> **Your goal**
Which of the lines below contain the string "Route"? Copy each one.

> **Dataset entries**
# # # # #
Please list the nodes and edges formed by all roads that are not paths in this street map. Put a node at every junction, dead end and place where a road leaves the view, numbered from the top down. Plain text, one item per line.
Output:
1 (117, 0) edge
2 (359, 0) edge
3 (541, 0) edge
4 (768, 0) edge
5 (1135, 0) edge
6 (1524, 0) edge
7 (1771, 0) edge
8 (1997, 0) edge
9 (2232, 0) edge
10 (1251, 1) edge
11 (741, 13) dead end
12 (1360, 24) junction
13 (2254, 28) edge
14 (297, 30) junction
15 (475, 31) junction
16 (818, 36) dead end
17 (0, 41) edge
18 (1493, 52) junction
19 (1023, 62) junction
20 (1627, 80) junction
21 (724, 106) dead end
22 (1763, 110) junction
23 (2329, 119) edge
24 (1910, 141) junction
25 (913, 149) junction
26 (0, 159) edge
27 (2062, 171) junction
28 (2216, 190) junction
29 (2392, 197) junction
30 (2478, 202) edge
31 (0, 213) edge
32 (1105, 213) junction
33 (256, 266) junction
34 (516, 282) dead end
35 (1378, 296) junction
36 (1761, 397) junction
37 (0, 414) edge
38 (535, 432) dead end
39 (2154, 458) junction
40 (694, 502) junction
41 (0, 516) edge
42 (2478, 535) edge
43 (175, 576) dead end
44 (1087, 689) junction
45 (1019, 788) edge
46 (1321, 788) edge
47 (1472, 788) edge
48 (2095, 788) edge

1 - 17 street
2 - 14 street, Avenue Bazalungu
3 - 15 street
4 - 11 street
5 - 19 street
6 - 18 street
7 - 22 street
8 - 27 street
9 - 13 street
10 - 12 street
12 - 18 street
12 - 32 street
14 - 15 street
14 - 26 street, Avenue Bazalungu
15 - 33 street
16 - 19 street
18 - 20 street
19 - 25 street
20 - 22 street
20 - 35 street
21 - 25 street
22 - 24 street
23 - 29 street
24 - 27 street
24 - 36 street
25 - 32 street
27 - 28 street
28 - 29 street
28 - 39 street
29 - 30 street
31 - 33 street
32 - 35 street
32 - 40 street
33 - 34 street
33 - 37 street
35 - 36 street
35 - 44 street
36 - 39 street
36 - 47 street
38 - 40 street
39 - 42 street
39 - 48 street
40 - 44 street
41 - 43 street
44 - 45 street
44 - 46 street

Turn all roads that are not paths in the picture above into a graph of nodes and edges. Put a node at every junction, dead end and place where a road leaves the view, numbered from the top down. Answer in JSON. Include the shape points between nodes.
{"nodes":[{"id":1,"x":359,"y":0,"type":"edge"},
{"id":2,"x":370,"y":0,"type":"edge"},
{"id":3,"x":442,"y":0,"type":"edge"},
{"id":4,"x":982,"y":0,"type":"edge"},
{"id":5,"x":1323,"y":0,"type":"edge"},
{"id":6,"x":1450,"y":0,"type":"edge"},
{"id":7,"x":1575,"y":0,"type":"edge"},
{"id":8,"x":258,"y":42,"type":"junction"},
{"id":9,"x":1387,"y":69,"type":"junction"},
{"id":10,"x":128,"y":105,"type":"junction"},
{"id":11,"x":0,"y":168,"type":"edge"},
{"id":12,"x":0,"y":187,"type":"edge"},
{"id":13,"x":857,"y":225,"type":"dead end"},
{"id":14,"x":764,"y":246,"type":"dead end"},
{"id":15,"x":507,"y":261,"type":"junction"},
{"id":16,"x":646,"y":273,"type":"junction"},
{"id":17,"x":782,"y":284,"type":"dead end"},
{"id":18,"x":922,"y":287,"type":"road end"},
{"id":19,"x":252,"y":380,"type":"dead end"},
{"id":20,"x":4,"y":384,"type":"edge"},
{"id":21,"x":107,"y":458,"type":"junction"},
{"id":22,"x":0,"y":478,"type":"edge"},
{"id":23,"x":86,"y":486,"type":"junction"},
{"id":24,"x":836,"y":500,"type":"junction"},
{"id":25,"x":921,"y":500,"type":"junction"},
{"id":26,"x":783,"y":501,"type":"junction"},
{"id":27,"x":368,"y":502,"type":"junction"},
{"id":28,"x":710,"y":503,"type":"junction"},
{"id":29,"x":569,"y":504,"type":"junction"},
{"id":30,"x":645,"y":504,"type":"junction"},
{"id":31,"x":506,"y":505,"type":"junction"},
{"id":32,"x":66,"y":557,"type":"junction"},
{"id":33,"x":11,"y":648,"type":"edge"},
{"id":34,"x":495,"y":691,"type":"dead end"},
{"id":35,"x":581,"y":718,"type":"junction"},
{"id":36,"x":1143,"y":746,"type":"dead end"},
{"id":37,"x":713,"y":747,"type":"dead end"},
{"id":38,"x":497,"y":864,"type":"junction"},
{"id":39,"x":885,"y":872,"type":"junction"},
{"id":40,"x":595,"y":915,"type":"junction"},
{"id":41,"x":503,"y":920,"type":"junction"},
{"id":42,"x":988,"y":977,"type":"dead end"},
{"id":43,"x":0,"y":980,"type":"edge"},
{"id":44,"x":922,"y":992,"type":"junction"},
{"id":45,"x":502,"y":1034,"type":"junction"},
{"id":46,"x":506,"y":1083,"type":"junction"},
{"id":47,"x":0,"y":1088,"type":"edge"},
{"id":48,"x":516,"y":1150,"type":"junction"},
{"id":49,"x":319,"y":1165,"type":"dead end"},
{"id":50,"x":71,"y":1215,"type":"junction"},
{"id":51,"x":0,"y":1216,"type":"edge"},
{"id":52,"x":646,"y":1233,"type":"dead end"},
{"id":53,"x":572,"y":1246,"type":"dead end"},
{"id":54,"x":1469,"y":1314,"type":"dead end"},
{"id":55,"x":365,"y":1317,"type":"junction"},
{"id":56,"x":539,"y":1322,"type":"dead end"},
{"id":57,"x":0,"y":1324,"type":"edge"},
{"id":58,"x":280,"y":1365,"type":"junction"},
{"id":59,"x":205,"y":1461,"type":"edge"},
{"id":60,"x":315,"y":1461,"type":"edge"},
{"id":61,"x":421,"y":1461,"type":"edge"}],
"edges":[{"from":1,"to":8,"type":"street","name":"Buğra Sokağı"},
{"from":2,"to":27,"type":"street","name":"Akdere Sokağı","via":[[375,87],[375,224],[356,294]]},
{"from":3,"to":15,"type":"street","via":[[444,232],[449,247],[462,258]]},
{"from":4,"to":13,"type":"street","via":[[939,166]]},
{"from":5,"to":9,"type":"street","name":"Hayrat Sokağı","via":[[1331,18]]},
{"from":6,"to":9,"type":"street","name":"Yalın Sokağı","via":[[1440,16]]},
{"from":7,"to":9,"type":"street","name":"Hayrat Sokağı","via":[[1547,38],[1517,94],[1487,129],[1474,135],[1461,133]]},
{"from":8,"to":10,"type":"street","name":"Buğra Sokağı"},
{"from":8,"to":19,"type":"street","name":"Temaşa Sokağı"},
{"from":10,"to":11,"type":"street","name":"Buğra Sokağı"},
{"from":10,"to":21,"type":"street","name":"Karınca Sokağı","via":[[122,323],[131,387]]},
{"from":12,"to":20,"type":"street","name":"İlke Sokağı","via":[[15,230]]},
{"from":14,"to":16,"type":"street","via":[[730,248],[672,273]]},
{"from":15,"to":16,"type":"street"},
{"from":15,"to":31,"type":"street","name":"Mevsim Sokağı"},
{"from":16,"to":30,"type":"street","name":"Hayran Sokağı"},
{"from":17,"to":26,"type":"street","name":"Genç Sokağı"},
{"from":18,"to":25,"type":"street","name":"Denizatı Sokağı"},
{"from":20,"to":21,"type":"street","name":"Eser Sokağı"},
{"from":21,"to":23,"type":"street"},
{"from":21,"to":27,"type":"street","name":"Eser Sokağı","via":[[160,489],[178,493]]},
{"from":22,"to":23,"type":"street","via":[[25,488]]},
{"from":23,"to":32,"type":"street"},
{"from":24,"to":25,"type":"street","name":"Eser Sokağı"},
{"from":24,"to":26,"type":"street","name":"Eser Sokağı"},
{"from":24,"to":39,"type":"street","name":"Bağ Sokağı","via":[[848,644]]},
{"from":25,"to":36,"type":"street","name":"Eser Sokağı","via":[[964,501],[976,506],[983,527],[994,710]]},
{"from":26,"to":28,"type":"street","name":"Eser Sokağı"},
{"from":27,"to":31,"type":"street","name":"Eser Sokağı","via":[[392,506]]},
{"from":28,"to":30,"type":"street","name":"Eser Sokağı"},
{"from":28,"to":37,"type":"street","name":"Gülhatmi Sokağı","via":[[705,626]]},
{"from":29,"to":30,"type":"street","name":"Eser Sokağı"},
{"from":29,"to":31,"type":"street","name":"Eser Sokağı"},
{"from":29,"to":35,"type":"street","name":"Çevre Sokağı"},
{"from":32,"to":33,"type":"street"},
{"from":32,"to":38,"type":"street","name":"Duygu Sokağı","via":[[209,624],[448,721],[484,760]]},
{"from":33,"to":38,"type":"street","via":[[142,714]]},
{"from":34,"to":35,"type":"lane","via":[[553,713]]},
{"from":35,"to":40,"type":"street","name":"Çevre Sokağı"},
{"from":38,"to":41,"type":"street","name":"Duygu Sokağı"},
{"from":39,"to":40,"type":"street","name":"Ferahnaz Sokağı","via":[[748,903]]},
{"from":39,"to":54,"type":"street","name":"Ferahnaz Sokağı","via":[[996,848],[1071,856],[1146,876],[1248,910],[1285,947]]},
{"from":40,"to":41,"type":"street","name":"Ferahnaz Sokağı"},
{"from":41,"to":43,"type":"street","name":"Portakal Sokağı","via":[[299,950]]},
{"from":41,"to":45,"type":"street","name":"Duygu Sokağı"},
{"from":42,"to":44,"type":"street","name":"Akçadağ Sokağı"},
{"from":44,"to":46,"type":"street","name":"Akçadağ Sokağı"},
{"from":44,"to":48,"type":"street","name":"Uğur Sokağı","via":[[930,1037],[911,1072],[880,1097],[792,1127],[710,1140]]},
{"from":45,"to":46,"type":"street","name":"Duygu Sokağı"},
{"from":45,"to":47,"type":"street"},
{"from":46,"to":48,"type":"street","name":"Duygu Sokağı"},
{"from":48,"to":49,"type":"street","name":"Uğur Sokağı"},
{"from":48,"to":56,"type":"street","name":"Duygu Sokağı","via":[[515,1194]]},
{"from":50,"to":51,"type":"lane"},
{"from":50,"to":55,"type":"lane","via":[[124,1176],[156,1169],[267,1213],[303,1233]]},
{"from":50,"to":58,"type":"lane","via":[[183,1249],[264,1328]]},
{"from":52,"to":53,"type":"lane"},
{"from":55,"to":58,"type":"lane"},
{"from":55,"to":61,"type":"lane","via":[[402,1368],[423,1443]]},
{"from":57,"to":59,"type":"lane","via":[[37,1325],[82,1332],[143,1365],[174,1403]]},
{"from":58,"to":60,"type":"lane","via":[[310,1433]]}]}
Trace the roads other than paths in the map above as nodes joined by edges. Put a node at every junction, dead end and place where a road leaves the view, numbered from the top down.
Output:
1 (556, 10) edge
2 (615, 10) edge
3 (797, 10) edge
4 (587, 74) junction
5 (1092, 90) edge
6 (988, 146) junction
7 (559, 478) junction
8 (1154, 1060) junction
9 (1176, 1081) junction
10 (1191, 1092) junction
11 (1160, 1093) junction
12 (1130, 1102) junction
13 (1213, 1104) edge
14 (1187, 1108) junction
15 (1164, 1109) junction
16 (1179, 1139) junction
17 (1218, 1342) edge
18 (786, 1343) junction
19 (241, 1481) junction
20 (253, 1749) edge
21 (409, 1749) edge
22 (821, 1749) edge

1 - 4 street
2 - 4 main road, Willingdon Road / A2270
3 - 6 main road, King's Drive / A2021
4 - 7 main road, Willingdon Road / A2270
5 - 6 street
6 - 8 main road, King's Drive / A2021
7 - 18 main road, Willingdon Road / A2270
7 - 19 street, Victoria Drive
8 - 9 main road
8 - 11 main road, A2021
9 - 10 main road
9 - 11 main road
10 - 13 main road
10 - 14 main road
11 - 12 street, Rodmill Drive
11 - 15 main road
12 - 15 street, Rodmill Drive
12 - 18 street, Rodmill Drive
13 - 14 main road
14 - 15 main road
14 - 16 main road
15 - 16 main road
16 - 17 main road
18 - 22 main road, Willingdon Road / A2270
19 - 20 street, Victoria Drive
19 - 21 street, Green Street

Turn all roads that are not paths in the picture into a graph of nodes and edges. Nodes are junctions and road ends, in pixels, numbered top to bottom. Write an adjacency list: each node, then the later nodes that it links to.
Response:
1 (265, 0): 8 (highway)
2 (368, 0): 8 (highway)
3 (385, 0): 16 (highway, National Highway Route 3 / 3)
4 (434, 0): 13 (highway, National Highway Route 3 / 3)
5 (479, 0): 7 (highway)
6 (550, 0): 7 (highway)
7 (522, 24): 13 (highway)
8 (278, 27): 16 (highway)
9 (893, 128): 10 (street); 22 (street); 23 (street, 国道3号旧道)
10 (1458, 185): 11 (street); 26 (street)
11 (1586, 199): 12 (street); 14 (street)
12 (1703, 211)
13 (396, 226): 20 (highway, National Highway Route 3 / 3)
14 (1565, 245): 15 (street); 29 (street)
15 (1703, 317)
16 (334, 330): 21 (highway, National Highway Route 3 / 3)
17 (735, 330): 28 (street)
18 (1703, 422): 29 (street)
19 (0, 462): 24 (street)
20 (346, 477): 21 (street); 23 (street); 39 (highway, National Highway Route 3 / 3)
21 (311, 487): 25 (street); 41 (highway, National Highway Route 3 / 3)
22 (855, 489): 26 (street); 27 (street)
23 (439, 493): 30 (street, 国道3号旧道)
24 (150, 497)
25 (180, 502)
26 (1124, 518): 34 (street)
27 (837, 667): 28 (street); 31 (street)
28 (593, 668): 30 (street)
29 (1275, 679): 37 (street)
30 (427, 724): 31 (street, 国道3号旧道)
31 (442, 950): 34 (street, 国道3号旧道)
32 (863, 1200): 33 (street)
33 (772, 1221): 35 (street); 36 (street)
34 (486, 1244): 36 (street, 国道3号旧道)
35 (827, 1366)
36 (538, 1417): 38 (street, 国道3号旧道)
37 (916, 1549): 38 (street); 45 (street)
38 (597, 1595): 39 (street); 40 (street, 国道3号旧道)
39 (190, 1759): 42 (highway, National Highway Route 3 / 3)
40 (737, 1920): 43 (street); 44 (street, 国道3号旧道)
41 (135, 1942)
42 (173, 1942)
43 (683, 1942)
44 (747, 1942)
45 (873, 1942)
# # # # #
> **Exercise solution**
3 (385, 0): 16 (highway, National Highway Route 3 / 3)
4 (434, 0): 13 (highway, National Highway Route 3 / 3)
13 (396, 226): 20 (highway, National Highway Route 3 / 3)
16 (334, 330): 21 (highway, National Highway Route 3 / 3)
20 (346, 477): 21 (street); 23 (street); 39 (highway, National Highway Route 3 / 3)
21 (311, 487): 25 (street); 41 (highway, National Highway Route 3 / 3)
39 (190, 1759): 42 (highway, National Highway Route 3 / 3)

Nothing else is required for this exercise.